Billard à trois bandes

Le principe devient encore plus subtil quand le contenu est non pas produit par la marque mais par un tiers de confiance. Prenons l’exemple d’une marque de voitures. Un journaliste intègre et déontologue de formation est invité pendant quelques jours au Maroc pour tester la dernière citadine du producteur en question, car bien évidemment, Marrakech s’imposait pour valider la conduite en environnement embouteillé. A son retour, il écrit un article vantant les mérites de la fameuse deux portes tout en pointant du doigt le côté somme toute inconfortable du son du clignotant qui, effectivement, peut provoquer en cas de fortes chaleurs, stress et inquiétude sur autoroute. La marque automobile en question, ravie du compte-rendu, tout en regrettant l’incident clignotesque, en conclut la chose suivante : invitons nos futurs éventuels clients à lire la diatribe en question. et voilà comment le contenu, le fameux brand content 2.0 aura été trouvé. Une fois créé, ce contenu ne demande plus qu’à être lu par ces fameux intentionnistes autos emprunts de doute. Un article sur le périphérique et un pied de page plus tard, Outbrain recommande au lecteur de venir pointer son curseur sur le sujet en question.
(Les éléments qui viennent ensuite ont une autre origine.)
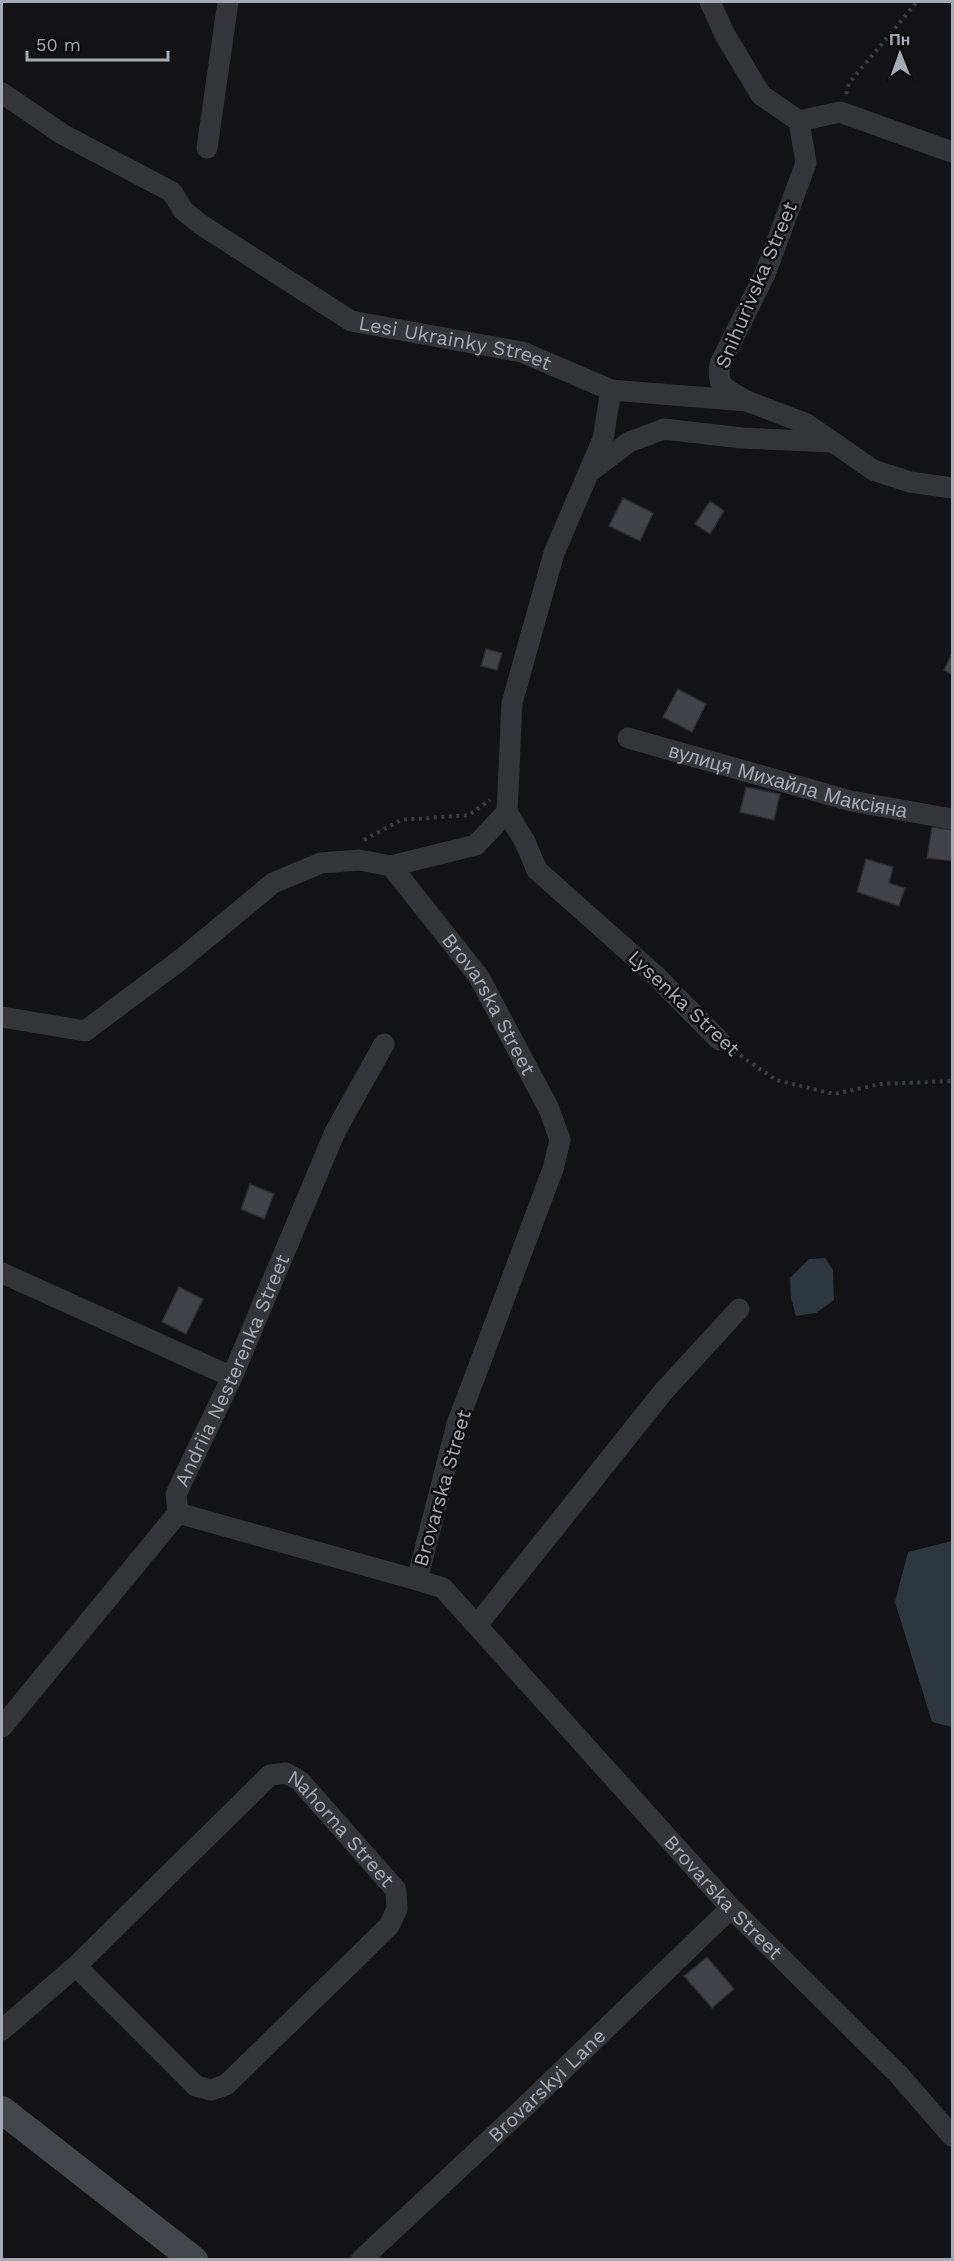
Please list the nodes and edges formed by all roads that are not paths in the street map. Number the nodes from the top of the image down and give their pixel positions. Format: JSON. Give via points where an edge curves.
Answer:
{"nodes":[{"id":1,"x":228,"y":2,"type":"edge"},
{"id":2,"x":710,"y":2,"type":"edge"},
{"id":3,"x":2,"y":93,"type":"edge"},
{"id":4,"x":799,"y":122,"type":"junction"},
{"id":5,"x":207,"y":147,"type":"dead end"},
{"id":6,"x":952,"y":152,"type":"edge"},
{"id":7,"x":611,"y":390,"type":"junction"},
{"id":8,"x":747,"y":401,"type":"junction"},
{"id":9,"x":832,"y":442,"type":"junction"},
{"id":10,"x":588,"y":474,"type":"junction"},
{"id":11,"x":952,"y":488,"type":"edge"},
{"id":12,"x":628,"y":738,"type":"dead end"},
{"id":13,"x":507,"y":812,"type":"junction"},
{"id":14,"x":952,"y":817,"type":"edge"},
{"id":15,"x":391,"y":866,"type":"junction"},
{"id":16,"x":2,"y":1017,"type":"edge"},
{"id":17,"x":719,"y":1040,"type":"road end"},
{"id":18,"x":384,"y":1044,"type":"dead end"},
{"id":19,"x":2,"y":1273,"type":"edge"},
{"id":20,"x":738,"y":1310,"type":"dead end"},
{"id":21,"x":232,"y":1377,"type":"junction"},
{"id":22,"x":178,"y":1513,"type":"junction"},
{"id":23,"x":417,"y":1580,"type":"junction"},
{"id":24,"x":477,"y":1625,"type":"junction"},
{"id":25,"x":2,"y":1727,"type":"edge"},
{"id":26,"x":731,"y":1908,"type":"junction"},
{"id":27,"x":76,"y":1966,"type":"junction"},
{"id":28,"x":2,"y":2030,"type":"edge"},
{"id":29,"x":2,"y":2110,"type":"edge"},
{"id":30,"x":952,"y":2136,"type":"edge"},
{"id":31,"x":194,"y":2259,"type":"edge"},
{"id":32,"x":361,"y":2259,"type":"edge"}],
"edges":[{"from":1,"to":5,"type":"street"},
{"from":2,"to":4,"type":"street","via":[[761,95]]},
{"from":3,"to":7,"type":"street","name":"Lesi Ukrainky Street","via":[[62,134],[172,192],[183,210],[200,224],[351,321],[522,352]]},
{"from":4,"to":6,"type":"street","via":[[840,112]]},
{"from":4,"to":8,"type":"street","name":"Snihurivska Street","via":[[806,163],[765,274],[720,364],[718,376],[722,387]]},
{"from":7,"to":8,"type":"street","name":"Lesi Ukrainky Street"},
{"from":7,"to":10,"type":"street","via":[[603,439]]},
{"from":8,"to":9,"type":"street","name":"Lesi Ukrainky Street","via":[[807,424]]},
{"from":9,"to":10,"type":"street","via":[[664,429],[629,442]]},
{"from":9,"to":11,"type":"street","name":"Lesi Ukrainky Street","via":[[873,470],[910,482]]},
{"from":10,"to":13,"type":"street","via":[[554,553],[512,703]]},
{"from":12,"to":14,"type":"street","name":"вулиця Михайла Максіяна","via":[[851,801]]},
{"from":13,"to":15,"type":"street","via":[[476,845]]},
{"from":13,"to":17,"type":"street","name":"Lysenka Street","via":[[537,870],[655,975]]},
{"from":15,"to":16,"type":"street","via":[[359,861],[321,863],[273,883],[179,961],[85,1031]]},
{"from":15,"to":23,"type":"street","name":"Brovarska Street","via":[[479,977],[549,1109],[560,1140],[553,1169],[457,1424]]},
{"from":18,"to":21,"type":"street","name":"Andriia Nesterenka Street","via":[[334,1132]]},
{"from":19,"to":21,"type":"street"},
{"from":20,"to":24,"type":"street","via":[[663,1392]]},
{"from":21,"to":22,"type":"street","name":"Andriia Nesterenka Street","via":[[176,1494]]},
{"from":22,"to":23,"type":"street","name":"Brovarska Street"},
{"from":22,"to":25,"type":"street","name":"Andriia Nesterenka Street"},
{"from":23,"to":24,"type":"street","name":"Brovarska Street","via":[[443,1588]]},
{"from":24,"to":26,"type":"street","name":"Brovarska Street"},
{"from":26,"to":30,"type":"street","name":"Brovarska Street","via":[[898,2075]]},
{"from":26,"to":32,"type":"street","name":"Brovarskyi Lane"},
{"from":27,"to":27,"type":"street","name":"Nahorna Street","via":[[270,1775],[286,1773],[300,1780],[396,1890],[397,1909],[389,1926],[226,2085],[211,2090],[196,2086]]},
{"from":27,"to":28,"type":"street","name":"Nahorna Street"},
{"from":29,"to":31,"type":"street"}]}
« …OUTBRAIN PERMET À UN ÉDITEUR DE DIMINUER SA DÉPENDANCE AUX MOTEURS DE RECHERCHES … »

Clarté et pragmatisme

Pour conclure, parce qu’il est toujours temps de conclure quand le serveur se demande combien de temps vous allez encore rester rapport à l’heure de fermeture, on peut se dire que les gars d’Outbrain sont particulièrement ingénieux. A l’heure où nous ne pouvons plus nous arrêter de parler data, technologie et compagnie, ils réussissent à proposer une solution qui côté éditeur non seulement leur donne l’autonomie et optimise leurs navigations mais en plus leur procure des revenus semble-t-il substantiels. de l’autre côté, annonceur donc, nous avons été impressionnés par la dimension pragmatique de la proposition de valeur. Vous avez du contenu et vous avez bien raison d’en avoir car le temps de la démonstration publicitaire simpliste est définitivement révolu, et bien nous allons vous proposer de le distribuer et donc de nous assurer qu’il sera vu et peut-être même partagé. Au final, Outbrain fait partie de ces idées que vous auriez aimé avoir eu et Franck Monsauret de ces personnes que vous aimeriez un jour avoir à vos côtés. Tout simplement.